------ Data

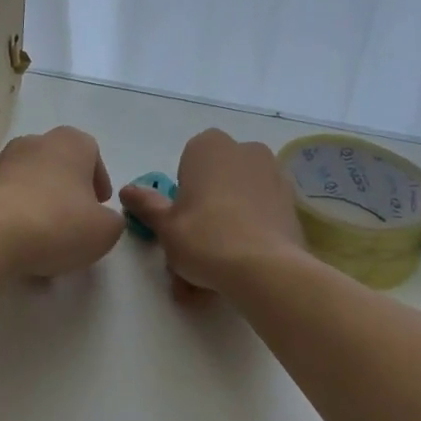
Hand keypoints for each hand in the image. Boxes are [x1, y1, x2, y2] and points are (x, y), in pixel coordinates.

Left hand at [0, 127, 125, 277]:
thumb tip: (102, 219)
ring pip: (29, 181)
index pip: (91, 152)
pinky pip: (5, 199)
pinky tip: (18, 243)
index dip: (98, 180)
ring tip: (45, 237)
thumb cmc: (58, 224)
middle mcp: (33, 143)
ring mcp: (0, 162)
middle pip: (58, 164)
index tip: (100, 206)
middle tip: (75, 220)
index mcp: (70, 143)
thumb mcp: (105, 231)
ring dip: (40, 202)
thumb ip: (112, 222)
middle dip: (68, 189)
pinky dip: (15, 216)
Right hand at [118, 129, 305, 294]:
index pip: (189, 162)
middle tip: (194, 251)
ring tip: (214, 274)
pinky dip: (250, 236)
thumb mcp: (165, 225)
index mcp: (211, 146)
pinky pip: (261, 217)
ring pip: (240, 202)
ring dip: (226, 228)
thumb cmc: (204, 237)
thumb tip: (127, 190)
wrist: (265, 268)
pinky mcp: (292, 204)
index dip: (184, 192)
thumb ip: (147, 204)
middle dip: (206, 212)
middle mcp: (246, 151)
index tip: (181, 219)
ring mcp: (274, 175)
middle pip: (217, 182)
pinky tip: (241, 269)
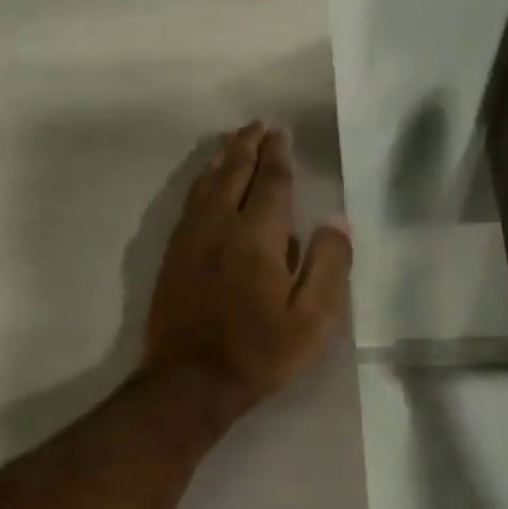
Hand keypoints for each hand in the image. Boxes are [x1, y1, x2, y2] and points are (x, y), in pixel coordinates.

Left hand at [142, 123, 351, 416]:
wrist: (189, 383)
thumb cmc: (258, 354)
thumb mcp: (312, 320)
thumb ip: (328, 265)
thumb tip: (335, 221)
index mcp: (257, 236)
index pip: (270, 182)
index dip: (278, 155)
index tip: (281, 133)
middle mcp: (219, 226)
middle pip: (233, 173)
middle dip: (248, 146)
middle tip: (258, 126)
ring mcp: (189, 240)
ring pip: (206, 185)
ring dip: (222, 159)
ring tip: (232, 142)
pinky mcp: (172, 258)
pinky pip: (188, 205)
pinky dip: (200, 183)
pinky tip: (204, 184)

------------

• _Exercise brief_
Reproduce all lines from the records above that include the word "ring".

• _Output for this task_
ring pip: (29, 181)
ring tip: (45, 237)
ring mcp: (0, 162)
ring dip: (40, 202)
ring tip: (214, 274)
ring pip: (240, 202)
ring dip: (226, 228)
ring mcp: (274, 175)
ring mcp: (189, 240)
ring pip: (206, 185)
ring dip: (222, 159)
ring tip: (232, 142)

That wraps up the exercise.